### [What the task requires]
Give back, unchanged, each line from the one containing "Write the network" through the last line of the entries below.

### [Material for this exercise]

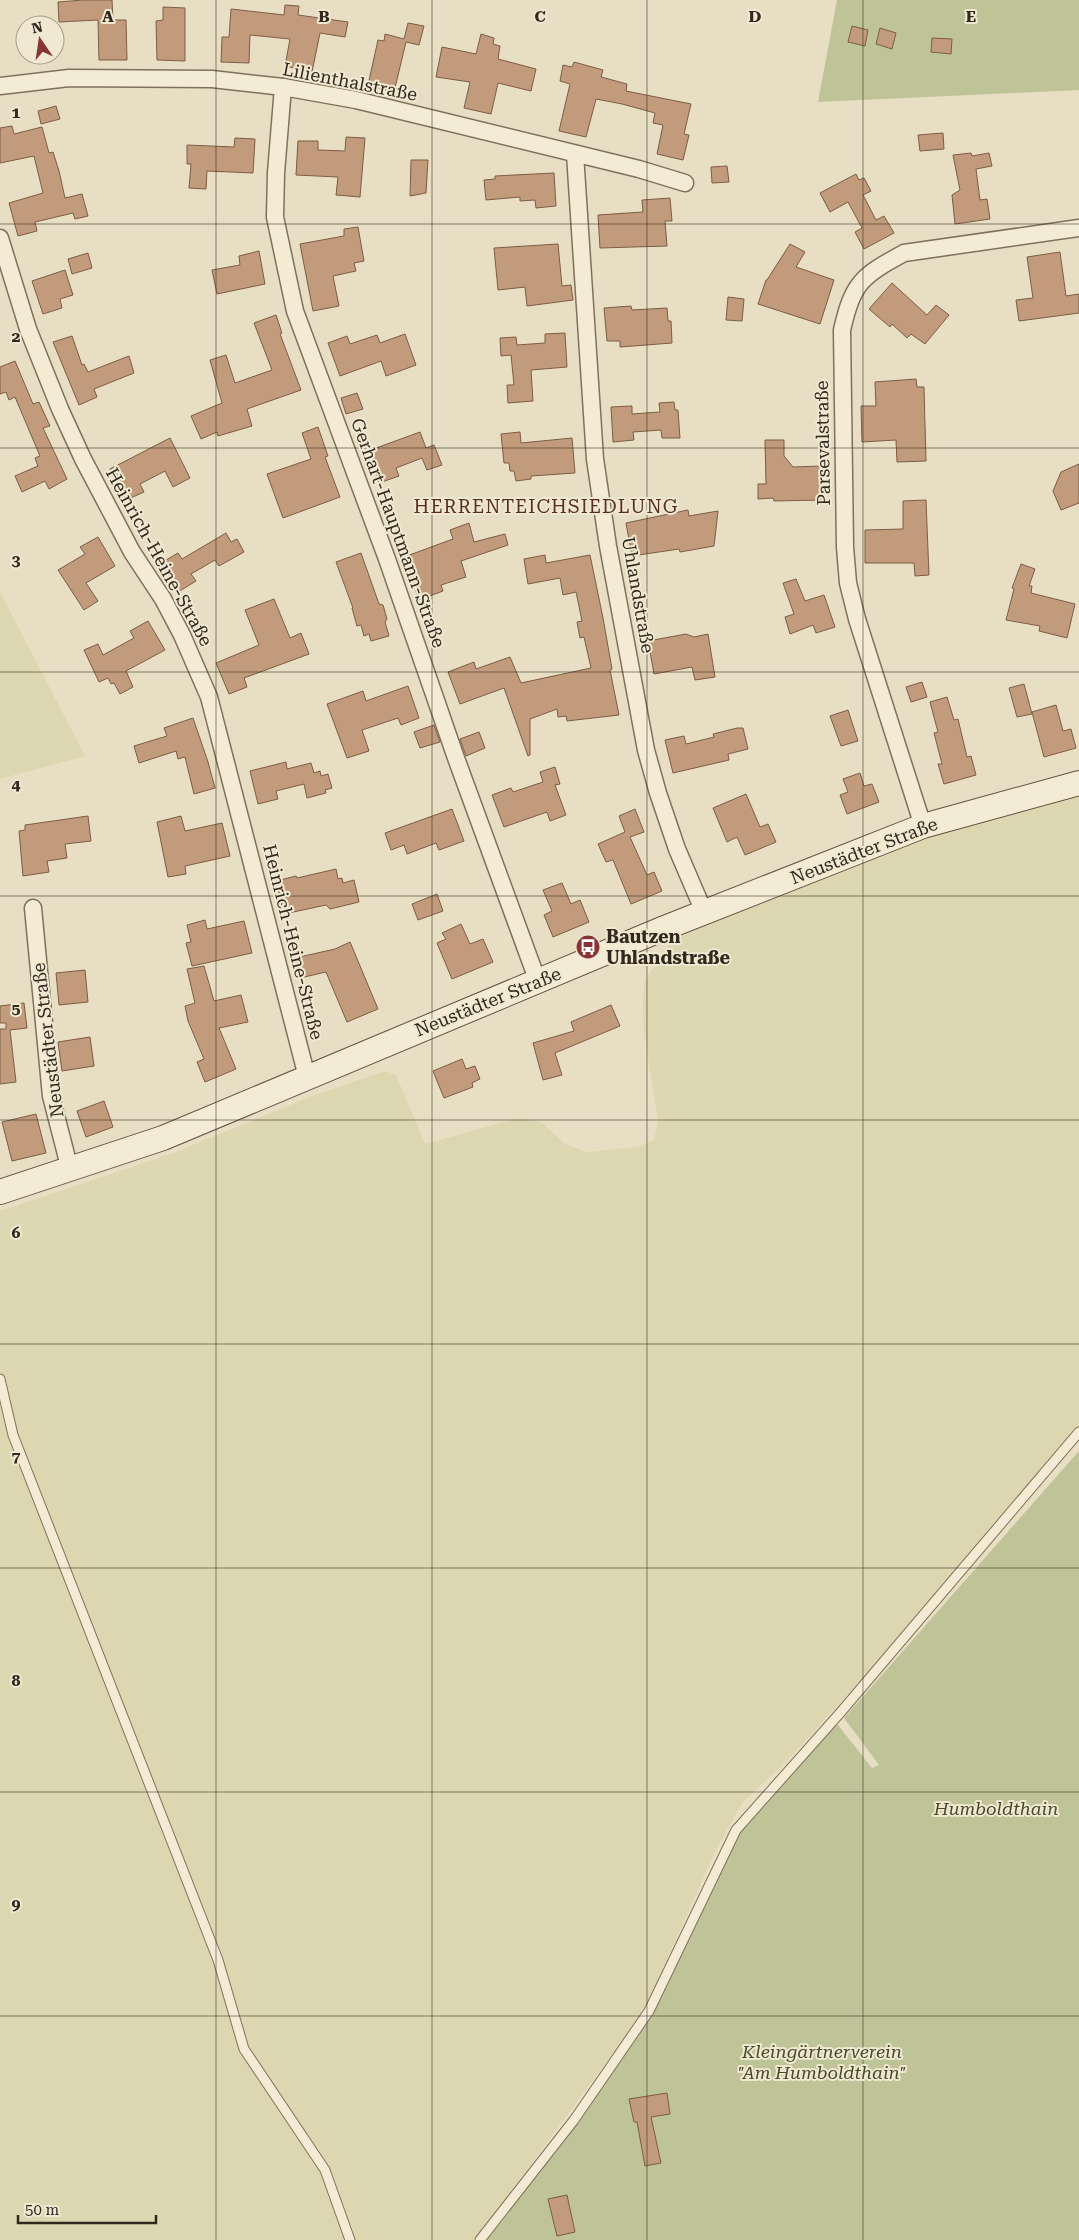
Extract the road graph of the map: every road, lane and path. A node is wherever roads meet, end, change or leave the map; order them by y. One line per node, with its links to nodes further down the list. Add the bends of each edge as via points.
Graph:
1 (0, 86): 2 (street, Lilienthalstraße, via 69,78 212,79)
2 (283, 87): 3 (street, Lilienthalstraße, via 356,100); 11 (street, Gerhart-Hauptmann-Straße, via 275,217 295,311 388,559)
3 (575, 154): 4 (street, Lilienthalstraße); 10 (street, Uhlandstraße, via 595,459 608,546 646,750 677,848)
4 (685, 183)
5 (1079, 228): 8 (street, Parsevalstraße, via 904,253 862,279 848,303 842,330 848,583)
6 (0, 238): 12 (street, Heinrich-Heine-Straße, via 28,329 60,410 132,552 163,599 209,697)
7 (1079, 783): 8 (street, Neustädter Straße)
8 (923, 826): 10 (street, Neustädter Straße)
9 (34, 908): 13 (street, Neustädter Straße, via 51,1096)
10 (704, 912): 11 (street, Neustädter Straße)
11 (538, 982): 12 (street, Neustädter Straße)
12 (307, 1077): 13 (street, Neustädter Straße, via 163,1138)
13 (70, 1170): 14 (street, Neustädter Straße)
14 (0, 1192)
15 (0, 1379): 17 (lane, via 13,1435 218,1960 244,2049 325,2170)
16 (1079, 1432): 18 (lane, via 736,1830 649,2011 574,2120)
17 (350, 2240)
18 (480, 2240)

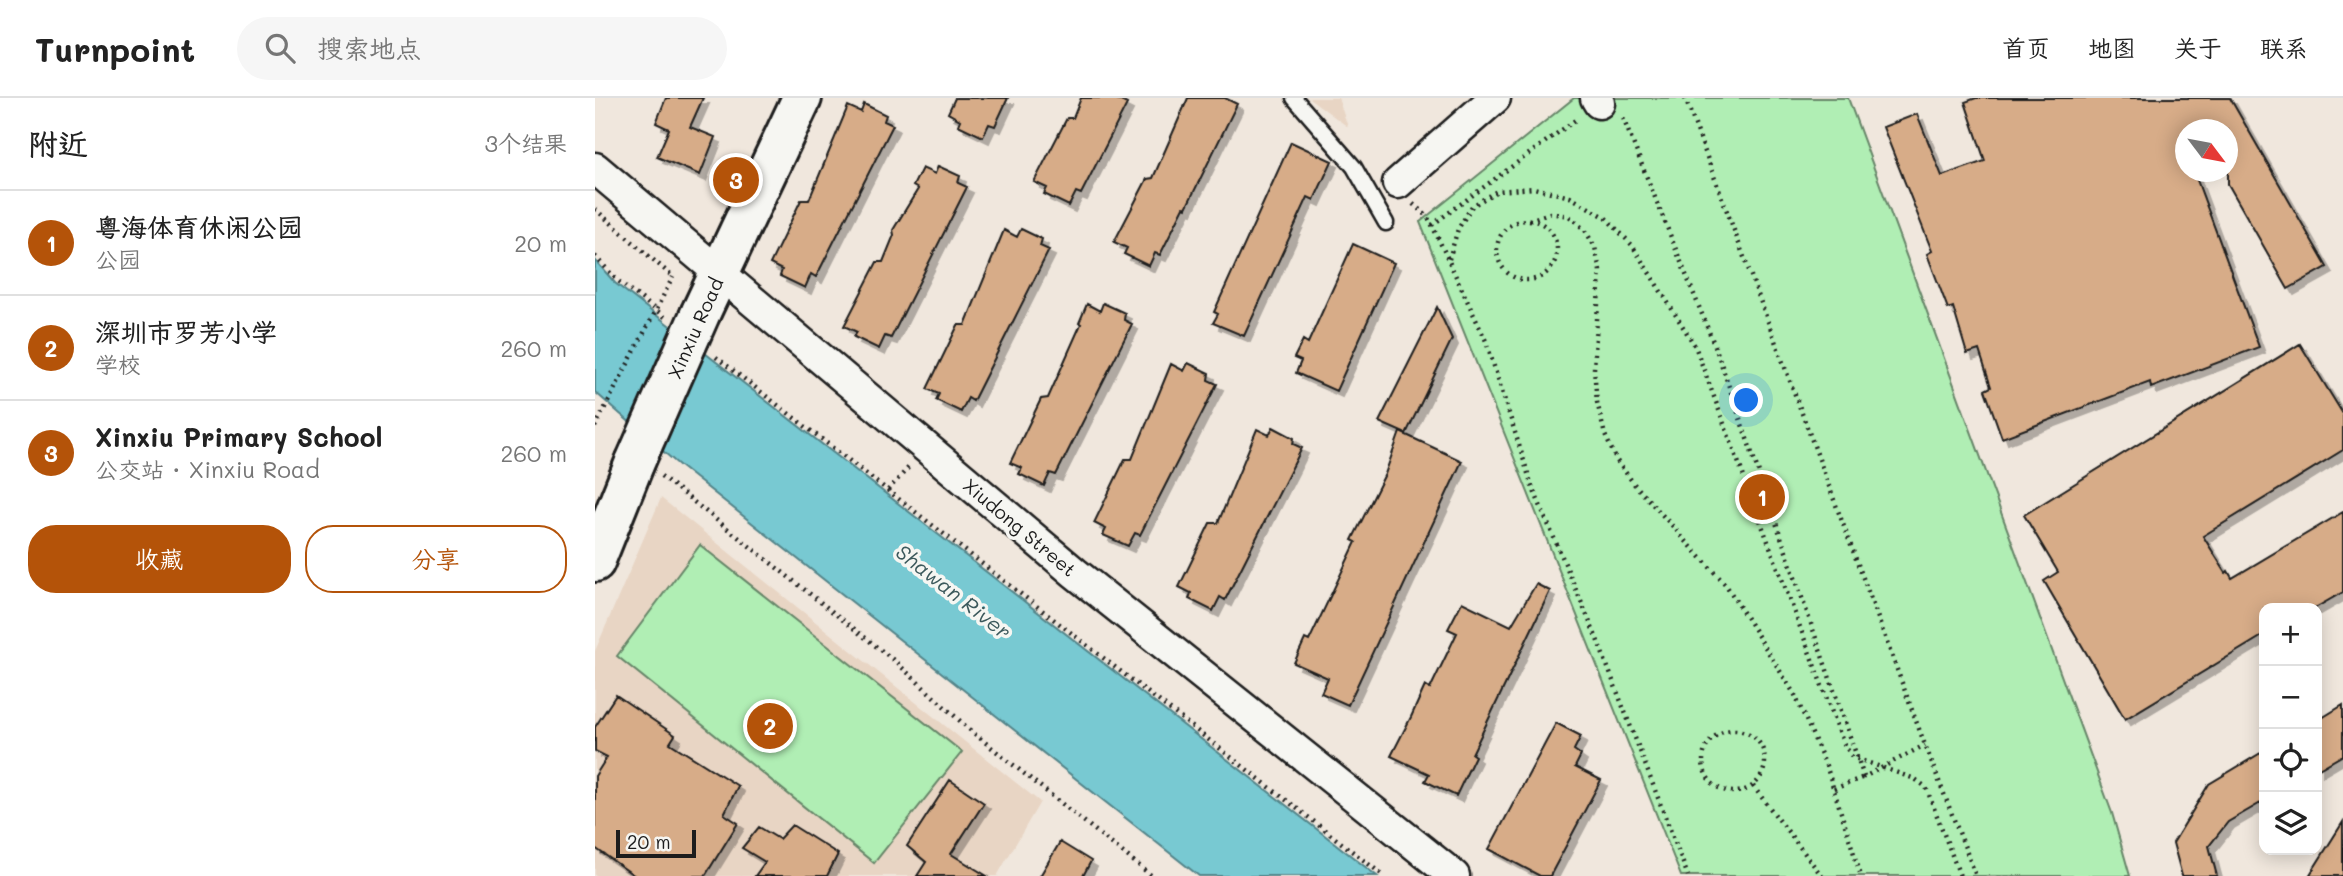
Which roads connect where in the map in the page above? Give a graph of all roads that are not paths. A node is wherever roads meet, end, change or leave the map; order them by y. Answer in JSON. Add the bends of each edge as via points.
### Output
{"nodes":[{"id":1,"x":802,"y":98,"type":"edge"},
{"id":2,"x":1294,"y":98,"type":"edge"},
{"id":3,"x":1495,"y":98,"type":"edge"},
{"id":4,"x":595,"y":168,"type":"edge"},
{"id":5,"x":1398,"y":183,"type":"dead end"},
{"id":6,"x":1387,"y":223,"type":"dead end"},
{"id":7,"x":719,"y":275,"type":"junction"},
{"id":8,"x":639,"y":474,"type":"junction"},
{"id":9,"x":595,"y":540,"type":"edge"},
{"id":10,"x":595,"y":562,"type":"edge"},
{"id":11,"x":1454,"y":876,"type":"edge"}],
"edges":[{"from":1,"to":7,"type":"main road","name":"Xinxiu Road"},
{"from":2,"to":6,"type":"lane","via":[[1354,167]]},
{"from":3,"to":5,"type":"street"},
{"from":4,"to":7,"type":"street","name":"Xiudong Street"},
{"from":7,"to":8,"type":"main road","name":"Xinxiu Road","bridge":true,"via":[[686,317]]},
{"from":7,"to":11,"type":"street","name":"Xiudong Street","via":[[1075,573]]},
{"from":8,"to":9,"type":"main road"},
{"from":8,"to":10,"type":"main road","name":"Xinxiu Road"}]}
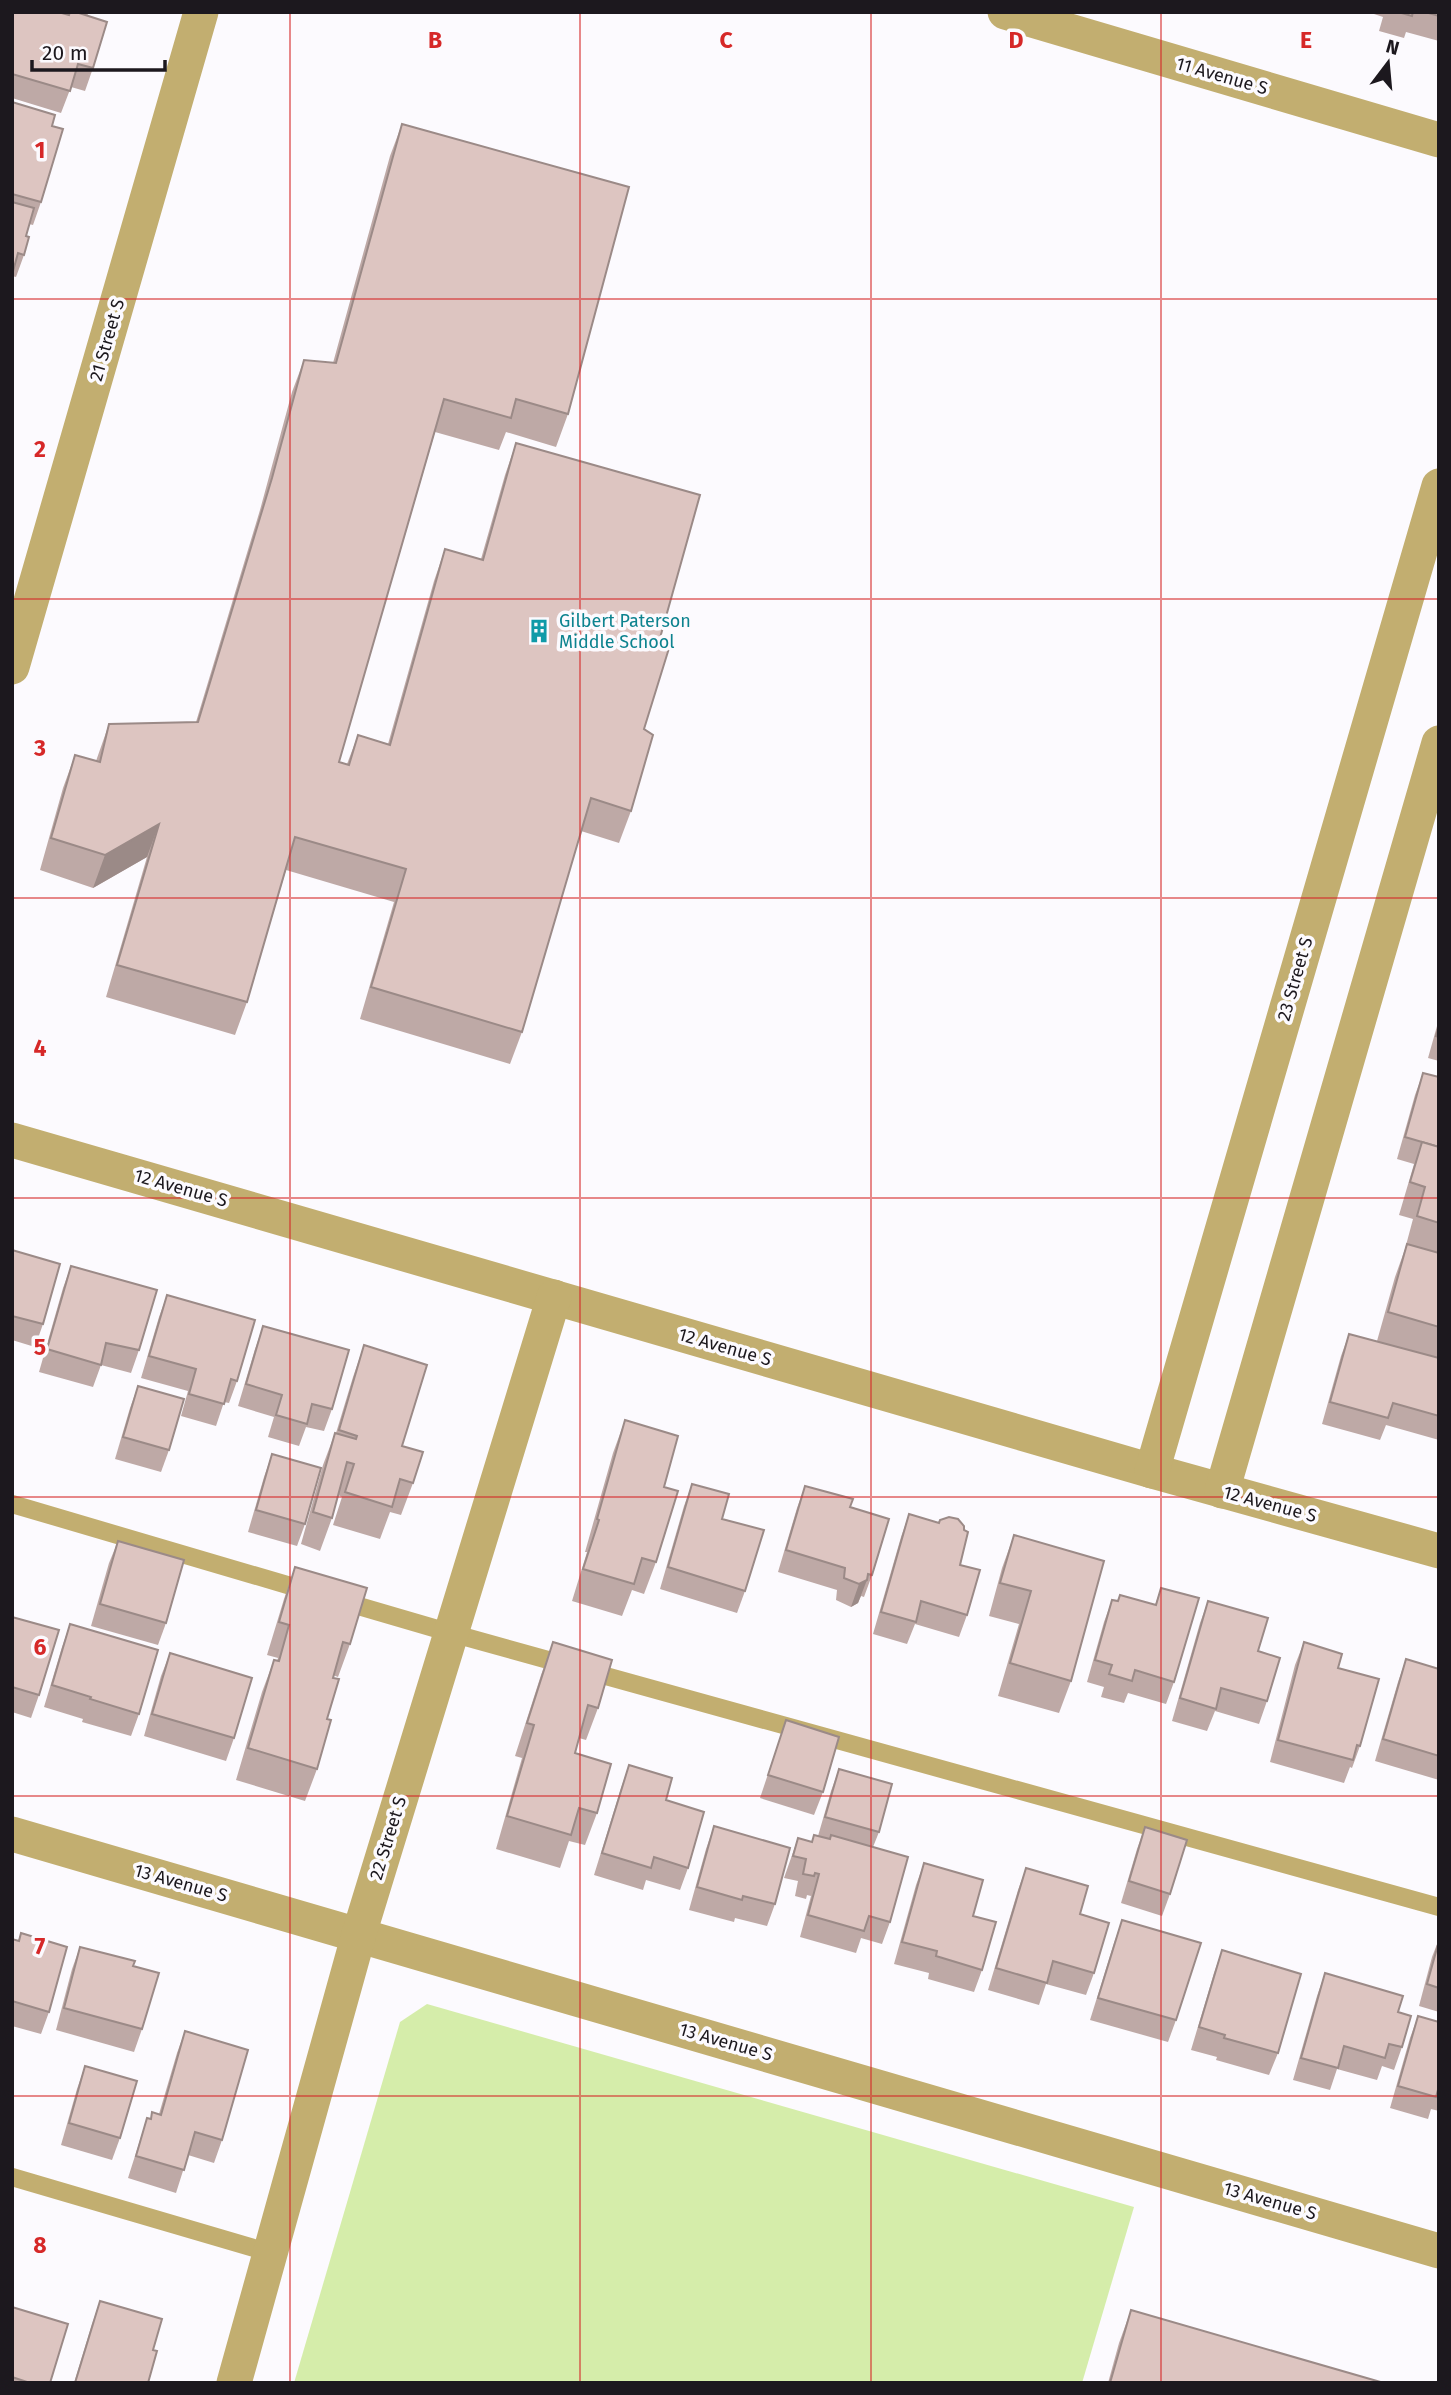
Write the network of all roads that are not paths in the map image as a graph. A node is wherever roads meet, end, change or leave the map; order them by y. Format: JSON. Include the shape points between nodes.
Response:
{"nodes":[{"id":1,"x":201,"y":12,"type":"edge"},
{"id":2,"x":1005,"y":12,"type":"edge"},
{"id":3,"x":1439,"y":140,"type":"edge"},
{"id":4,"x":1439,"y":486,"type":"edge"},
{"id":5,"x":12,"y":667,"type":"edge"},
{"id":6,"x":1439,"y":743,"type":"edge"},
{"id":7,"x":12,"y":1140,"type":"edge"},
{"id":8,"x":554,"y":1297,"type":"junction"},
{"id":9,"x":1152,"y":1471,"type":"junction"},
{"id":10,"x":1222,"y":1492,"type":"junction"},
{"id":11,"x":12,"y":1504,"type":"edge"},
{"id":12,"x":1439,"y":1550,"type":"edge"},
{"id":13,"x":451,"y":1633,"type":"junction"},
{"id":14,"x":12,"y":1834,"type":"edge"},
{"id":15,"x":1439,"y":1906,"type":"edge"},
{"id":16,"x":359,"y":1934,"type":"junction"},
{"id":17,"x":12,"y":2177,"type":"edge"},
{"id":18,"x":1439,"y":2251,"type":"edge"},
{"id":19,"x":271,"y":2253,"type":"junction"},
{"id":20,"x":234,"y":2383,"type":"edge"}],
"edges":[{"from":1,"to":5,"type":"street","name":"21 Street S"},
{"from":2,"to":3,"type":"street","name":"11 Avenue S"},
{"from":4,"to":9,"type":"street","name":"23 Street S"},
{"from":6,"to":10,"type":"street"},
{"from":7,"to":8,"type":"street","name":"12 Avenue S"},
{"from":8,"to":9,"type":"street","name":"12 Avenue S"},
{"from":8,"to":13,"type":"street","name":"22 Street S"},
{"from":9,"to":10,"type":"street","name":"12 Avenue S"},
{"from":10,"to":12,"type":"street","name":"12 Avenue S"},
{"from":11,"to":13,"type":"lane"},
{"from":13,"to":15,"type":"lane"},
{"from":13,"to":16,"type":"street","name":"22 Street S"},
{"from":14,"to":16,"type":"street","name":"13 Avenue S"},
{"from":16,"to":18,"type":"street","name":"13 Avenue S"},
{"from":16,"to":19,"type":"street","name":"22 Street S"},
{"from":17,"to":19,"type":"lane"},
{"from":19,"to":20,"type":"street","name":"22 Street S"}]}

### [Written answer]
Write the network of all roads that are not paths in the map image as a graph. A node is wherever roads meet, end, change or leave the map; order them by y. Format: JSON. Include the shape points between nodes.
Response:
{"nodes":[{"id":1,"x":201,"y":12,"type":"edge"},
{"id":2,"x":1005,"y":12,"type":"edge"},
{"id":3,"x":1439,"y":140,"type":"edge"},
{"id":4,"x":1439,"y":486,"type":"edge"},
{"id":5,"x":12,"y":667,"type":"edge"},
{"id":6,"x":1439,"y":743,"type":"edge"},
{"id":7,"x":12,"y":1140,"type":"edge"},
{"id":8,"x":554,"y":1297,"type":"junction"},
{"id":9,"x":1152,"y":1471,"type":"junction"},
{"id":10,"x":1222,"y":1492,"type":"junction"},
{"id":11,"x":12,"y":1504,"type":"edge"},
{"id":12,"x":1439,"y":1550,"type":"edge"},
{"id":13,"x":451,"y":1633,"type":"junction"},
{"id":14,"x":12,"y":1834,"type":"edge"},
{"id":15,"x":1439,"y":1906,"type":"edge"},
{"id":16,"x":359,"y":1934,"type":"junction"},
{"id":17,"x":12,"y":2177,"type":"edge"},
{"id":18,"x":1439,"y":2251,"type":"edge"},
{"id":19,"x":271,"y":2253,"type":"junction"},
{"id":20,"x":234,"y":2383,"type":"edge"}],
"edges":[{"from":1,"to":5,"type":"street","name":"21 Street S"},
{"from":2,"to":3,"type":"street","name":"11 Avenue S"},
{"from":4,"to":9,"type":"street","name":"23 Street S"},
{"from":6,"to":10,"type":"street"},
{"from":7,"to":8,"type":"street","name":"12 Avenue S"},
{"from":8,"to":9,"type":"street","name":"12 Avenue S"},
{"from":8,"to":13,"type":"street","name":"22 Street S"},
{"from":9,"to":10,"type":"street","name":"12 Avenue S"},
{"from":10,"to":12,"type":"street","name":"12 Avenue S"},
{"from":11,"to":13,"type":"lane"},
{"from":13,"to":15,"type":"lane"},
{"from":13,"to":16,"type":"street","name":"22 Street S"},
{"from":14,"to":16,"type":"street","name":"13 Avenue S"},
{"from":16,"to":18,"type":"street","name":"13 Avenue S"},
{"from":16,"to":19,"type":"street","name":"22 Street S"},
{"from":17,"to":19,"type":"lane"},
{"from":19,"to":20,"type":"street","name":"22 Street S"}]}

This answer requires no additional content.